Northwestern Spin-Out Launches Massive, Fast DLP 3D Printer
Michael Molitch-Hou posted on December 03, 2019 |

We’ve long known that 3D printing technology was going to continue improving, even after the bubble of 2014, but it continues to be exciting to watch these developments unfold. Seeing the technology get faster and bigger is particularly fun for the inner Tim “The Toolman” Taylor in all of us.

The enormous HARP 3D printer from Azul. (Image courtesy of Azul.)
The enormous HARP 3D printer from Azul. (Image courtesy of Azul.)

High Area Rapid Printing (HARP) 3D printing from a startup called Azul achieves both of these capabilities, producing objects 20 times the size and at 100 times the speed of some 3D printers. This results in 2,000 times the throughput of the most common industrial 3D printing technology.

To understand how this is possible, we reached out to Azul CEO and cofounder James Hedrick.

The Birth of HARP

HARP is a patent-pending form of digital light processing (DLP) that projects ultraviolet (UV) light to cure photopolymer resin. Azul’s first 3D printer featuring HARP technology stands at a massive 13 feet tall and can print up to half a yard per hour. Surprisingly, however, the process wasn’t developed with such a large scale in mind.


At the lab of Northwestern Chemistry professor Chad Mirkin, the team that would go on to establish Azul was actually aiming to 3D print tiny objects, according to Hedrick. “This project started with the intention to develop the world’s smallest 3D printer with nanometer resolution,” Hedrick said. “When we learned the obstacles facing 3D printers today, we applied our technology to a completely different scale to solve the problem. The biggest obstacle was the learning curve when going from studying printed parts that are too small to see, to fabricating a printer that is twice as tall as you are.”

What may be more impressive than the sheer size of the HARP 3D printer is its speed. Though the HARP system is 20 times larger than a standard DLP printer, it prints at 100 times the speed of a standard stereolithography (SLA) printer. This combines to give HARP a throughput that is 2,000 times greater than industrial fused deposition modeling, the most common 3D printing technology found in industrial settings today.

How Does HARP Work?

Of course, the technologies chosen by Azul for comparison help beef up HARP’s numbers, as SLA is much slower than DLP and FDM is slower still. Nevertheless, those numbers are impressive. So, how does Azul pull off such neck-breaking speed at such a jaw-dropping size?

Traditional forms of SLA and DLP cure resin onto a print bed before a mechanism is used to detach the print with each layer printed. To improve speed, newer forms of continuous DLP rely on specialty techniques to render this mechanical cleaving process obsolete.
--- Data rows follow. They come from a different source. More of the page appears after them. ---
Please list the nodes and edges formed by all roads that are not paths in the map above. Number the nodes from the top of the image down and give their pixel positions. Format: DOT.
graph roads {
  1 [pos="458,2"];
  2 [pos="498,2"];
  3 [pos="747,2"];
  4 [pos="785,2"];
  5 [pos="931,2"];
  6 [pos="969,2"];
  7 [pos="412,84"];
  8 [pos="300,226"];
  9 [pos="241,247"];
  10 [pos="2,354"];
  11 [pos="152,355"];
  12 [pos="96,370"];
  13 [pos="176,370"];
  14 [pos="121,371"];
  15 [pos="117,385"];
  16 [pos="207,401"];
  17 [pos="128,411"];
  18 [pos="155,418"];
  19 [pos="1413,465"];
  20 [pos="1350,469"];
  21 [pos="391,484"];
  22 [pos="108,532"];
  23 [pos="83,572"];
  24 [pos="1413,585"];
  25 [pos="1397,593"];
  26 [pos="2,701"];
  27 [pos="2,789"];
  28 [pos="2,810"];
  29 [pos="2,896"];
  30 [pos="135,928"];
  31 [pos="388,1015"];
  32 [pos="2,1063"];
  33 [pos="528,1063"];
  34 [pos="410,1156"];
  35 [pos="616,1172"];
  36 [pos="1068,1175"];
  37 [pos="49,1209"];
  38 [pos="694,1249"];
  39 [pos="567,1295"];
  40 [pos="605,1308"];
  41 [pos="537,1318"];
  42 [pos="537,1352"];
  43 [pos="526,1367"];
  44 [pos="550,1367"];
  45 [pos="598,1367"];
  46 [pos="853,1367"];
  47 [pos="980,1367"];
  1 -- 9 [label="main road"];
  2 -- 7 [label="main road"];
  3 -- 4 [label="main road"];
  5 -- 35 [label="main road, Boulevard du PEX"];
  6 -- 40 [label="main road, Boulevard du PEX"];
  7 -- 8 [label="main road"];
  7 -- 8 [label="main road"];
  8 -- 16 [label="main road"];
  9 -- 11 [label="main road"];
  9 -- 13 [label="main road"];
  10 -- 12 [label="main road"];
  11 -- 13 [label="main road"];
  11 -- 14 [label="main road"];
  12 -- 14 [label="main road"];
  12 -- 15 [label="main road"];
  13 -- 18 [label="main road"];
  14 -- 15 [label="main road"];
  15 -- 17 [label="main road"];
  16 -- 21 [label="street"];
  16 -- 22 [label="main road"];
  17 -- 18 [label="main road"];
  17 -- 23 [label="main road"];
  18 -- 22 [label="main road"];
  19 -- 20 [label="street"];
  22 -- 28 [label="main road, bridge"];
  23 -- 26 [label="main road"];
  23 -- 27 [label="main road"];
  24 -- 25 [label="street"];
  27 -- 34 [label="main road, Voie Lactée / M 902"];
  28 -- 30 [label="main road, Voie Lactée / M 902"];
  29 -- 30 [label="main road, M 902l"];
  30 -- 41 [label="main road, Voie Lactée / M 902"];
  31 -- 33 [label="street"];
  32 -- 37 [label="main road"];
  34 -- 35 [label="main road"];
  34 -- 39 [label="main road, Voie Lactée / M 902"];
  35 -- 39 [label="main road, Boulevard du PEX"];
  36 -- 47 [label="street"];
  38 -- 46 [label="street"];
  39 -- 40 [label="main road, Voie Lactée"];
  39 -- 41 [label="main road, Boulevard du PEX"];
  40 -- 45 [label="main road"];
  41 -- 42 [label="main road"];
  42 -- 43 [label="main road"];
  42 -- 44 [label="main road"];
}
Carbon, for instance, uses an oxygen permeable membrane (which the firm refers to as a “dead zone”) to ensure that its continuous DLP technology can continuously UV-cure resin without the need to repeatedly detach the print from the bed.

Both traditional SLA/DLP and newer continuous DLP technologies are limited in part by the amount of heat generated during the printing process, with excessive speeds creating even greater heat. If a DLP or an SLA printer gets too hot, parts can deform or crack.
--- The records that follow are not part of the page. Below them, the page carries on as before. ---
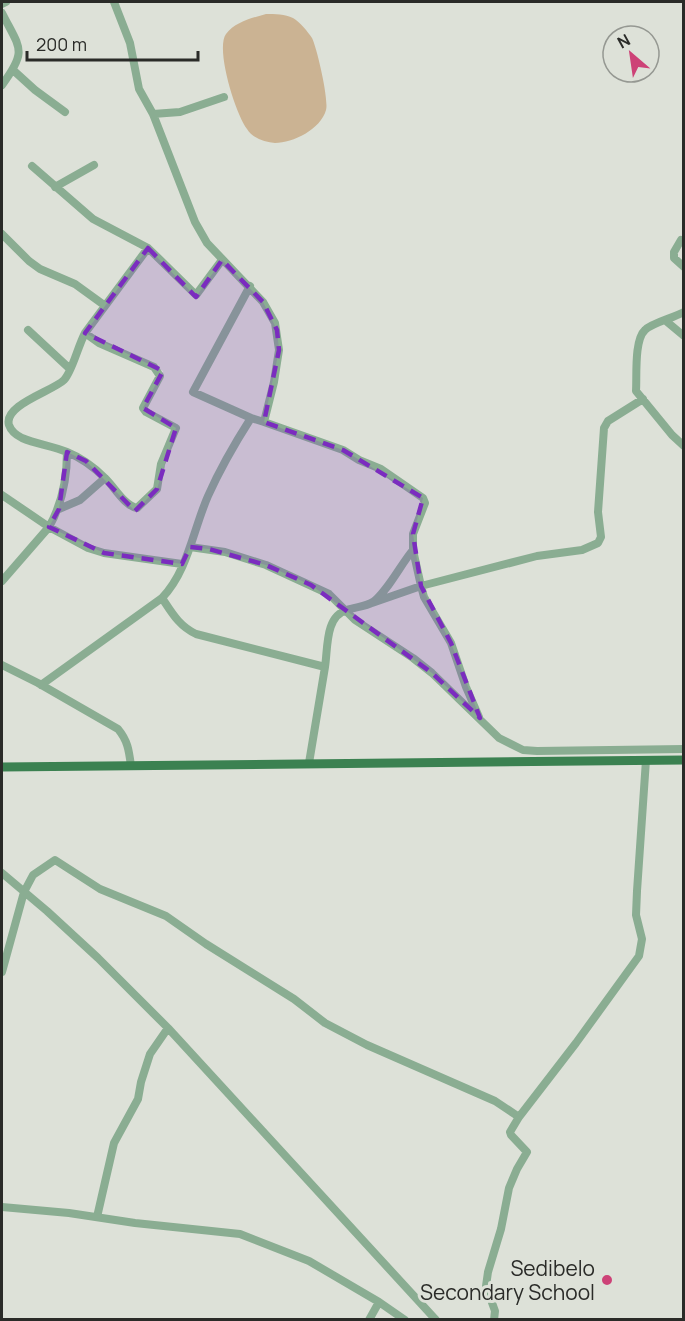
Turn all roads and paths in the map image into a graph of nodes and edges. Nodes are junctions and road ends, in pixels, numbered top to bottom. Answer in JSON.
{"nodes":[{"id":1,"x":6,"y":2,"type":"edge"},
{"id":2,"x":114,"y":2,"type":"edge"},
{"id":3,"x":2,"y":4,"type":"edge"},
{"id":4,"x":2,"y":13,"type":"edge"},
{"id":5,"x":13,"y":70,"type":"junction"},
{"id":6,"x":2,"y":85,"type":"edge"},
{"id":7,"x":225,"y":97,"type":"dead end"},
{"id":8,"x":65,"y":112,"type":"dead end"},
{"id":9,"x":153,"y":114,"type":"junction"},
{"id":10,"x":94,"y":165,"type":"dead end"},
{"id":11,"x":32,"y":166,"type":"dead end"},
{"id":12,"x":55,"y":187,"type":"junction"},
{"id":13,"x":2,"y":234,"type":"edge"},
{"id":14,"x":681,"y":240,"type":"dead end"},
{"id":15,"x":148,"y":248,"type":"junction"},
{"id":16,"x":222,"y":260,"type":"junction"},
{"id":17,"x":684,"y":267,"type":"edge"},
{"id":18,"x":250,"y":286,"type":"junction"},
{"id":19,"x":104,"y":305,"type":"junction"},
{"id":20,"x":684,"y":312,"type":"edge"},
{"id":21,"x":666,"y":321,"type":"junction"},
{"id":22,"x":28,"y":330,"type":"dead end"},
{"id":23,"x":85,"y":333,"type":"junction"},
{"id":24,"x":684,"y":336,"type":"edge"},
{"id":25,"x":70,"y":369,"type":"junction"},
{"id":26,"x":643,"y":399,"type":"junction"},
{"id":27,"x":251,"y":418,"type":"junction"},
{"id":28,"x":264,"y":422,"type":"junction"},
{"id":29,"x":684,"y":446,"type":"edge"},
{"id":30,"x":67,"y":452,"type":"junction"},
{"id":31,"x":105,"y":478,"type":"junction"},
{"id":32,"x":2,"y":495,"type":"edge"},
{"id":33,"x":60,"y":509,"type":"junction"},
{"id":34,"x":49,"y":527,"type":"junction"},
{"id":35,"x":190,"y":547,"type":"junction"},
{"id":36,"x":413,"y":550,"type":"junction"},
{"id":37,"x":182,"y":564,"type":"junction"},
{"id":38,"x":2,"y":581,"type":"edge"},
{"id":39,"x":421,"y":586,"type":"junction"},
{"id":40,"x":162,"y":598,"type":"junction"},
{"id":41,"x":372,"y":603,"type":"junction"},
{"id":42,"x":346,"y":610,"type":"junction"},
{"id":43,"x":2,"y":665,"type":"edge"},
{"id":44,"x":325,"y":667,"type":"junction"},
{"id":45,"x":41,"y":685,"type":"junction"},
{"id":46,"x":480,"y":718,"type":"junction"},
{"id":47,"x":684,"y":749,"type":"edge"},
{"id":48,"x":646,"y":760,"type":"junction"},
{"id":49,"x":684,"y":760,"type":"edge"},
{"id":50,"x":309,"y":763,"type":"junction"},
{"id":51,"x":131,"y":766,"type":"junction"},
{"id":52,"x":2,"y":767,"type":"edge"},
{"id":53,"x":2,"y":873,"type":"edge"},
{"id":54,"x":24,"y":892,"type":"junction"},
{"id":55,"x":2,"y":972,"type":"edge"},
{"id":56,"x":168,"y":1028,"type":"junction"},
{"id":57,"x":519,"y":1117,"type":"junction"},
{"id":58,"x":2,"y":1207,"type":"edge"},
{"id":59,"x":97,"y":1217,"type":"junction"},
{"id":60,"x":379,"y":1302,"type":"junction"},
{"id":61,"x":369,"y":1320,"type":"edge"},
{"id":62,"x":405,"y":1320,"type":"edge"},
{"id":63,"x":436,"y":1320,"type":"edge"},
{"id":64,"x":494,"y":1320,"type":"edge"}],
"edges":[{"from":1,"to":3,"type":"street"},
{"from":2,"to":9,"type":"street"},
{"from":4,"to":5,"type":"street"},
{"from":5,"to":6,"type":"street"},
{"from":5,"to":8,"type":"street"},
{"from":7,"to":9,"type":"street"},
{"from":9,"to":16,"type":"street"},
{"from":10,"to":12,"type":"street"},
{"from":11,"to":12,"type":"street"},
{"from":12,"to":15,"type":"street"},
{"from":13,"to":19,"type":"street"},
{"from":14,"to":17,"type":"street"},
{"from":15,"to":16,"type":"street"},
{"from":15,"to":19,"type":"street"},
{"from":16,"to":18,"type":"street"},
{"from":18,"to":27,"type":"street"},
{"from":18,"to":28,"type":"street"},
{"from":19,"to":23,"type":"street"},
{"from":20,"to":21,"type":"street"},
{"from":21,"to":24,"type":"street"},
{"from":21,"to":26,"type":"street"},
{"from":22,"to":25,"type":"street"},
{"from":23,"to":25,"type":"street"},
{"from":23,"to":31,"type":"street"},
{"from":25,"to":30,"type":"street"},
{"from":26,"to":29,"type":"street"},
{"from":26,"to":39,"type":"street"},
{"from":27,"to":28,"type":"street"},
{"from":27,"to":35,"type":"street"},
{"from":28,"to":36,"type":"street"},
{"from":30,"to":31,"type":"street"},
{"from":30,"to":33,"type":"street"},
{"from":31,"to":33,"type":"street"},
{"from":32,"to":34,"type":"street"},
{"from":33,"to":34,"type":"street"},
{"from":34,"to":37,"type":"street"},
{"from":34,"to":38,"type":"street"},
{"from":35,"to":37,"type":"street"},
{"from":35,"to":42,"type":"street"},
{"from":36,"to":39,"type":"street"},
{"from":36,"to":41,"type":"street"},
{"from":37,"to":40,"type":"street"},
{"from":39,"to":41,"type":"street"},
{"from":39,"to":46,"type":"street"},
{"from":40,"to":44,"type":"street"},
{"from":40,"to":45,"type":"street"},
{"from":41,"to":42,"type":"street"},
{"from":42,"to":44,"type":"street"},
{"from":42,"to":46,"type":"street"},
{"from":43,"to":45,"type":"street"},
{"from":44,"to":50,"type":"street"},
{"from":45,"to":51,"type":"street"},
{"from":46,"to":47,"type":"street"},
{"from":48,"to":49,"type":"main road"},
{"from":48,"to":50,"type":"main road"},
{"from":48,"to":57,"type":"street"},
{"from":50,"to":51,"type":"main road"},
{"from":51,"to":52,"type":"main road"},
{"from":53,"to":54,"type":"street"},
{"from":54,"to":55,"type":"street"},
{"from":54,"to":56,"type":"street"},
{"from":54,"to":57,"type":"street"},
{"from":56,"to":59,"type":"street"},
{"from":56,"to":63,"type":"street"},
{"from":57,"to":64,"type":"street"},
{"from":58,"to":59,"type":"street"},
{"from":59,"to":60,"type":"street"},
{"from":60,"to":61,"type":"street"},
{"from":60,"to":62,"type":"street"}]}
HARP overcomes both the mechanical cleaving and excess heat issues so that it can print even more quickly across a wider build area and with a broader array of materials. Instead of an oxygen-based dead zone, HARP uses a layer of constantly moving fluorinated oil (think Teflon) to minimize adhesion to the build plate.

A schematic of how the HARP process works. (Image courtesy of Science.)
A schematic of how the HARP process works. (Image courtesy of Science.)

Not only does the oil prevent sticking, but it is also used to regulate the temperature of the material. It can even be regularly filtered to remove any microparticles that may cause cloudiness in the final part.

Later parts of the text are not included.